§ TASK INSTRUCTIONS
Find the string "Maria" in the data, then copy every line where it is found.

[Collected data]
+++
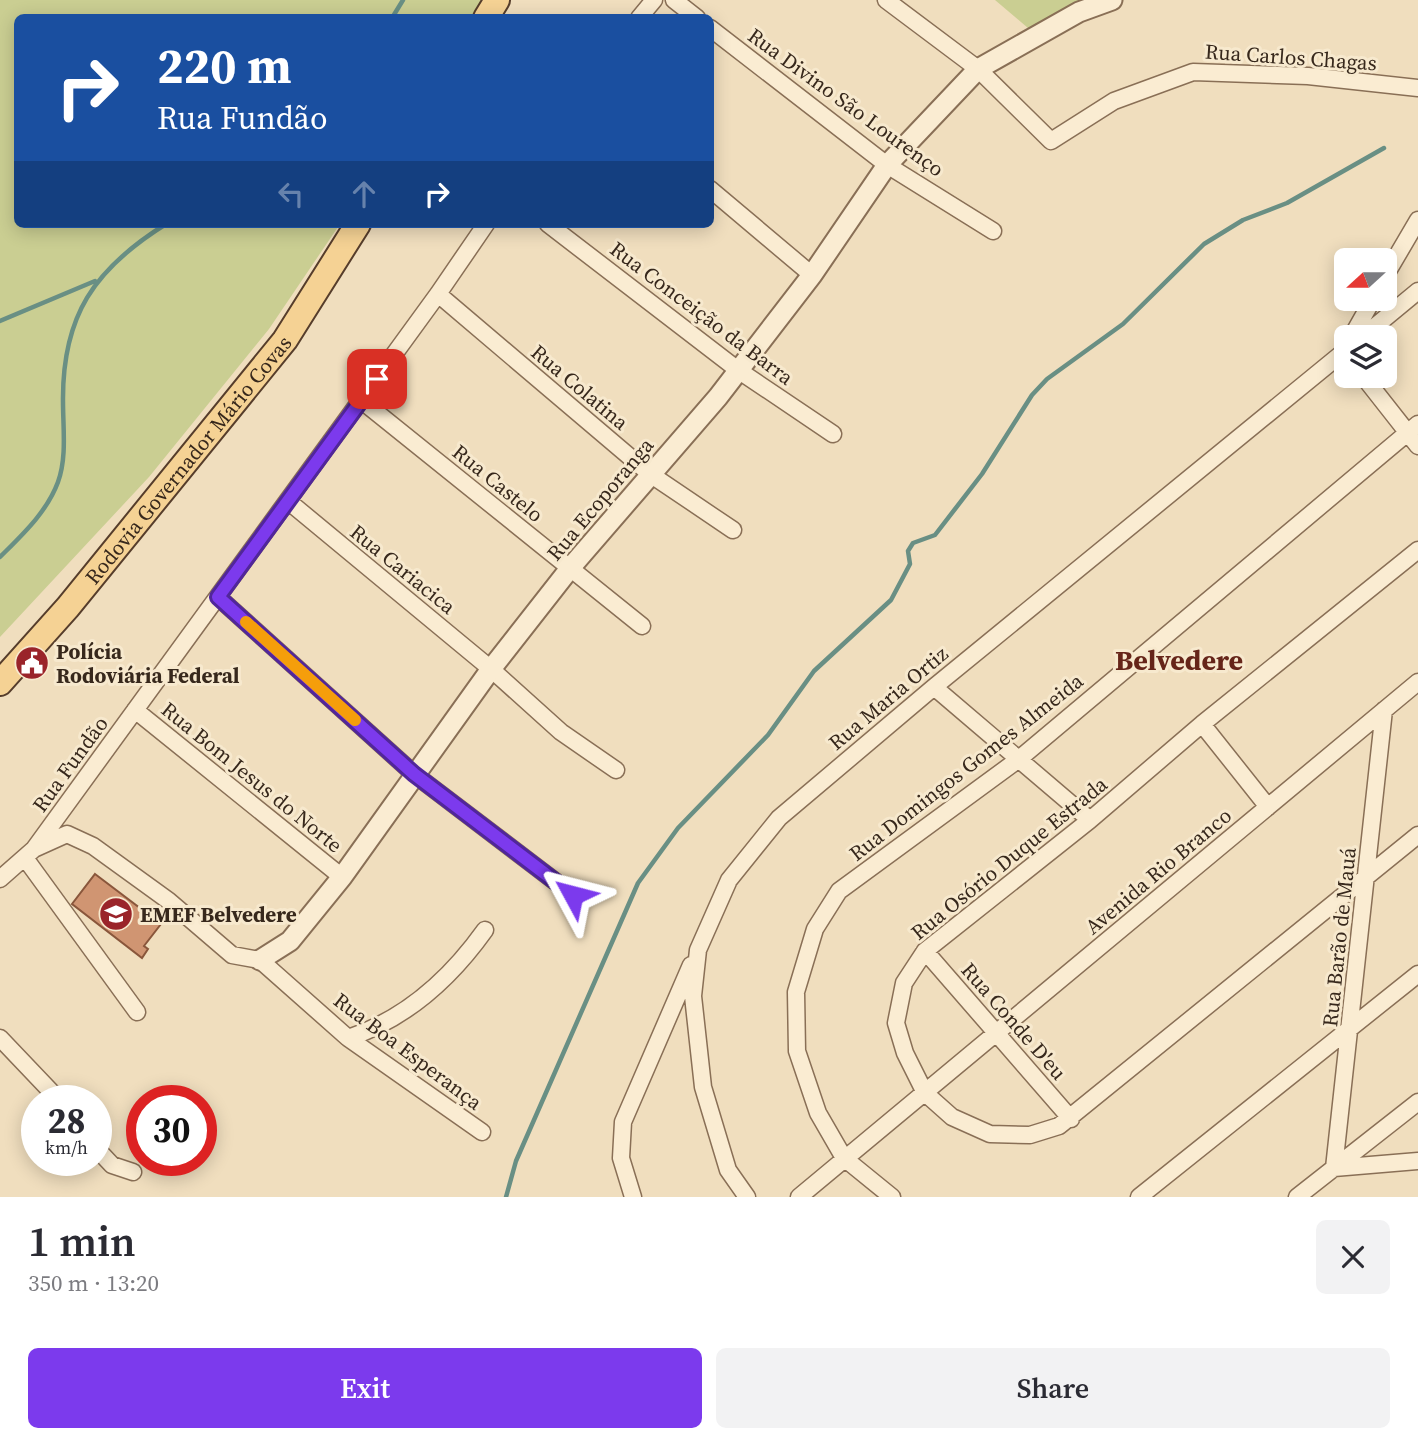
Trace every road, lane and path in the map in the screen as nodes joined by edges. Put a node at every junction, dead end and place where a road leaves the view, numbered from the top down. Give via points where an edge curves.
1 (654, 0) edge
2 (674, 0) edge
3 (886, 0) edge
4 (1112, 0) edge
5 (642, 14) edge
6 (692, 14) edge
7 (714, 31) edge
8 (978, 69) junction
9 (1418, 88) edge
10 (887, 164) junction
11 (714, 192) edge
12 (1418, 220) edge
13 (355, 228) edge
14 (483, 228) edge
15 (553, 228) edge
16 (993, 231) dead end
17 (1397, 256) edge
18 (812, 275) junction
19 (1418, 291) edge
20 (438, 294) junction
21 (1377, 325) edge
22 (1334, 358) edge
23 (738, 370) junction
24 (1375, 388) edge
25 (361, 400) junction
26 (1413, 428) edge
27 (833, 434) dead end
28 (1418, 446) edge
29 (650, 474) junction
30 (288, 501) junction
31 (733, 530) dead end
32 (1418, 550) edge
33 (571, 568) junction
34 (218, 597) junction
35 (642, 626) dead end
36 (491, 669) junction
37 (1418, 682) edge
38 (0, 683) edge
39 (934, 687) junction
40 (135, 710) junction
41 (1384, 710) junction
42 (1202, 724) junction
43 (1019, 759) junction
44 (616, 770) dead end
45 (414, 774) junction
46 (1268, 807) junction
47 (1090, 820) junction
48 (1418, 835) edge
49 (30, 854) junction
50 (342, 877) junction
51 (1366, 878) junction
52 (0, 879) edge
53 (573, 895) dead end
54 (485, 930) dead end
55 (698, 950) junction
56 (925, 951) junction
57 (260, 960) junction
58 (1418, 974) edge
59 (137, 1012) dead end
60 (1349, 1031) junction
61 (997, 1033) junction
62 (0, 1038) edge
63 (348, 1038) junction
64 (45, 1085) edge
65 (925, 1093) junction
66 (1418, 1102) edge
67 (1071, 1119) junction
68 (482, 1132) dead end
69 (844, 1158) junction
70 (1418, 1161) edge
71 (1335, 1168) junction
72 (633, 1197) edge
73 (747, 1197) edge
74 (799, 1197) edge
75 (892, 1197) edge
76 (1139, 1197) edge
77 (1297, 1197) edge

1 - 5 street
2 - 6 street
3 - 8 street
4 - 8 street, Rua Ecoporanga via 1079,12
7 - 10 street, Rua Divino São Lourenço
8 - 9 street, Rua Carlos Chagas via 1051,141 1114,101 1193,72 1308,76
8 - 10 street, Rua Ecoporanga
10 - 16 street, Rua Divino São Lourenço
10 - 18 street, Rua Ecoporanga
11 - 18 street
12 - 17 street
13 - 38 main road, Rodovia Governador Mário Covas via 285,340 68,607
14 - 20 street, Rua Fundão
15 - 23 street, Rua Conceição da Barra
18 - 23 street, Rua Ecoporanga
19 - 21 street
20 - 25 street, Rua Fundão
20 - 29 street, Rua Colatina
22 - 39 street, Rua Maria Ortiz
23 - 27 street, Rua Conceição da Barra
23 - 29 street, Rua Ecoporanga
24 - 26 street
25 - 30 street, Rua Fundão
25 - 33 street, Rua Castelo
26 - 28 street
26 - 43 street, Rua Domingos Gomes Almeida
29 - 31 street, Rua Colatina
29 - 33 street, Rua Ecoporanga
30 - 34 street, Rua Fundão
30 - 36 street, Rua Cariacica
32 - 42 street, Rua Osório Duque Estrada
33 - 35 street, Rua Castelo
33 - 36 street, Rua Ecoporanga
34 - 40 street, Rua Fundão
34 - 45 street
36 - 44 street, Rua Cariacica via 561,732
36 - 45 street, Rua Ecoporanga
37 - 41 street, Avenida Rio Branco
39 - 43 street
39 - 55 street, Rua Maria Ortiz via 779,818 729,880
40 - 49 street, Rua Fundão
40 - 50 street, Rua Bom Jesus do Norte
41 - 46 street, Avenida Rio Branco
41 - 51 street, Rua Barão de Mauá
42 - 46 street
42 - 47 street, Rua Osório Duque Estrada
43 - 47 street
43 - 69 street, Rua Domingos Gomes Almeida via 839,891 816,929 796,992 797,1051 818,1113
45 - 50 street, Rua Ecoporanga
45 - 53 street
46 - 61 street, Avenida Rio Branco
47 - 56 street, Rua Osório Duque Estrada
48 - 51 street, Rua Osório Duque Estrada
49 - 52 street, Rua Fundão
49 - 57 street, Rua Boa Esperança via 67,835 93,846 169,901 232,955
49 - 59 street
50 - 57 street, Rua Ecoporanga via 290,941
51 - 60 street, Rua Barão de Mauá
51 - 67 street, Rua Osório Duque Estrada
54 - 63 street via 459,966 403,1013 380,1028
55 - 72 street via 623,1122 621,1158
55 - 73 street, Rua Maria Ortiz via 694,996 704,1087 728,1170
56 - 61 street, Rua Conde D'eu
56 - 65 street, Rua Osório Duque Estrada via 904,983 897,1023 905,1053
57 - 63 street, Rua Boa Esperança
58 - 60 street
60 - 71 street, Rua Barão de Mauá
60 - 76 street
61 - 65 street, Avenida Rio Branco
61 - 67 street, Rua Conde D'eu
62 - 64 street
63 - 68 street, Rua Boa Esperança
65 - 67 street, Rua Osório Duque Estrada via 952,1117 990,1134 1030,1135
65 - 69 street, Avenida Rio Branco
66 - 71 street
69 - 74 street, Avenida Rio Branco
69 - 75 street, Rua Domingos Gomes Almeida
70 - 71 street
71 - 77 street

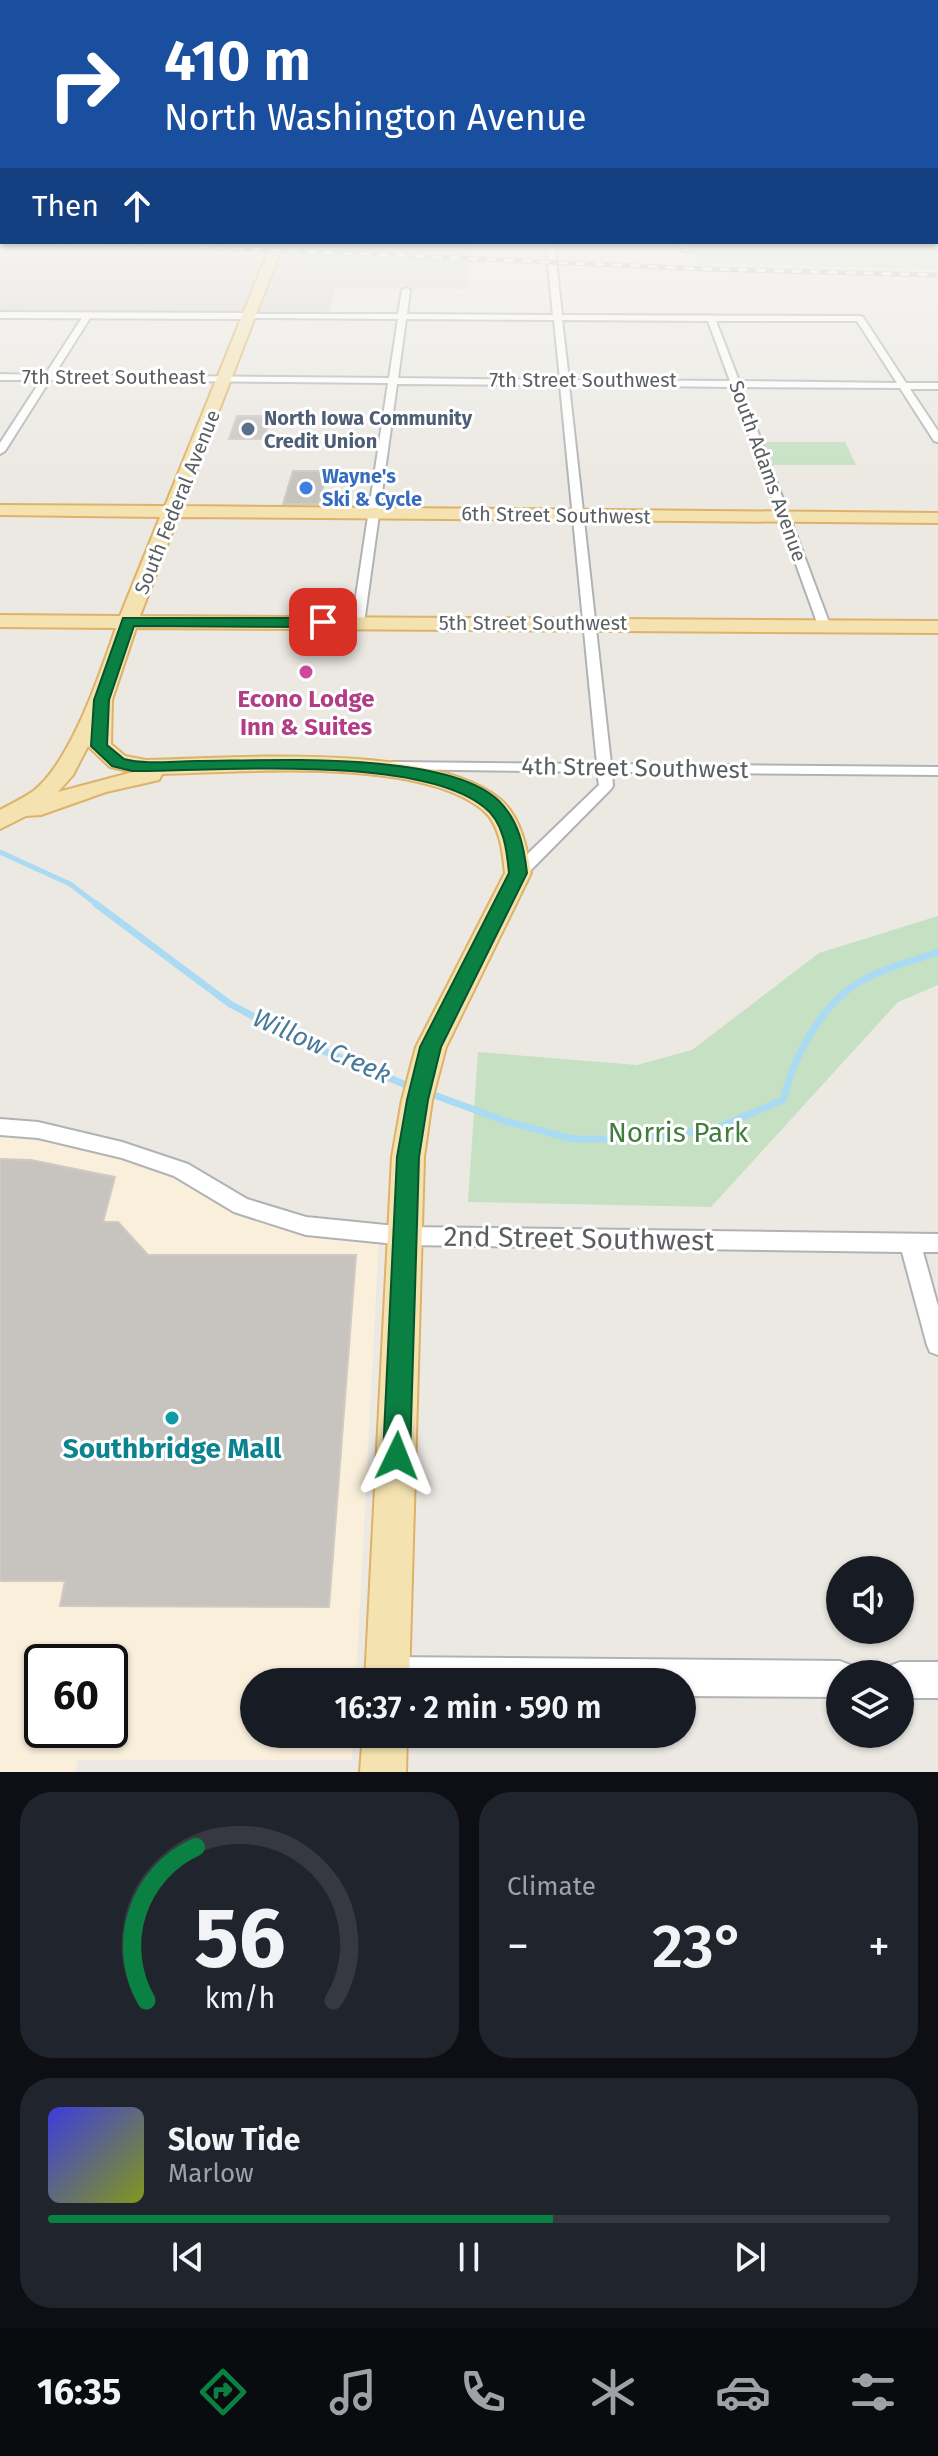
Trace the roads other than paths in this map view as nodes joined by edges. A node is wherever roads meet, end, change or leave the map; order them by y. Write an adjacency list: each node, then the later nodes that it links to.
1 (251, 316): 9 (main road, South Federal Avenue)
2 (403, 316): 10 (street)
3 (87, 317): 8 (street)
4 (511, 317): 5 (street)
5 (559, 317): 6 (street); 11 (street)
6 (711, 318): 12 (street, South Adams Avenue); 13 (street)
7 (0, 377): 8 (street, 7th Street Southeast)
8 (47, 377): 9 (street, 7th Street Southeast); 16 (street)
9 (228, 377): 10 (street, 7th Street Southwest); 18 (main road, South Federal Avenue)
10 (394, 378): 11 (street, 7th Street Southwest); 19 (street)
11 (566, 380): 12 (street, 7th Street Southwest); 20 (street)
12 (735, 381): 13 (street, 7th Street Southwest); 21 (street, South Adams Avenue)
13 (904, 383): 14 (street, 7th Street Southwest); 15 (street)
14 (938, 386)
15 (938, 439)
16 (0, 451)
17 (0, 510): 18 (main road, 6th Street Southwest)
18 (174, 510): 19 (main road, 6th Street Southwest); 24 (main road, South Federal Avenue)
19 (373, 512): 20 (main road, 6th Street Southwest); 25 (street)
20 (577, 515): 21 (main road, 6th Street Southwest); 26 (street)
21 (786, 517): 22 (main road, 6th Street Southwest); 27 (street, South Adams Avenue)
22 (938, 518)
23 (0, 621): 24 (main road, 5th Street Southwest)
24 (128, 621): 25 (main road, 5th Street Southwest); 29 (main road, South Federal Avenue)
25 (358, 623): 26 (main road, 5th Street Southwest)
26 (589, 624): 27 (main road, 5th Street Southwest); 32 (street)
27 (824, 625): 28 (main road, 5th Street Southwest)
28 (938, 627)
29 (101, 700): 30 (main road); 34 (main road, South Federal Avenue)
30 (202, 766): 31 (main road); 34 (main road)
31 (332, 766): 32 (street, 4th Street Southwest); 35 (main road)
32 (605, 767): 33 (street, 4th Street Southwest); 35 (street)
33 (938, 771)
34 (0, 822)
35 (518, 873): 37 (main road)
36 (0, 1127): 37 (street, 2nd Street Southwest)
37 (406, 1236): 38 (street, 2nd Street Southwest); 41 (main road)
38 (910, 1243): 39 (street, 2nd Street Southwest); 40 (street)
39 (938, 1243)
40 (938, 1345)
41 (387, 1668)
42 (696, 1679): 43 (main road)
43 (826, 1679)
44 (914, 1680): 45 (main road)
45 (938, 1680)
46 (384, 1748): 47 (main road)
47 (383, 1772)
+++
§ TASK SOLUTION
22 - 39 street, Rua Maria Ortiz
39 - 55 street, Rua Maria Ortiz via 779,818 729,880
55 - 73 street, Rua Maria Ortiz via 694,996 704,1087 728,1170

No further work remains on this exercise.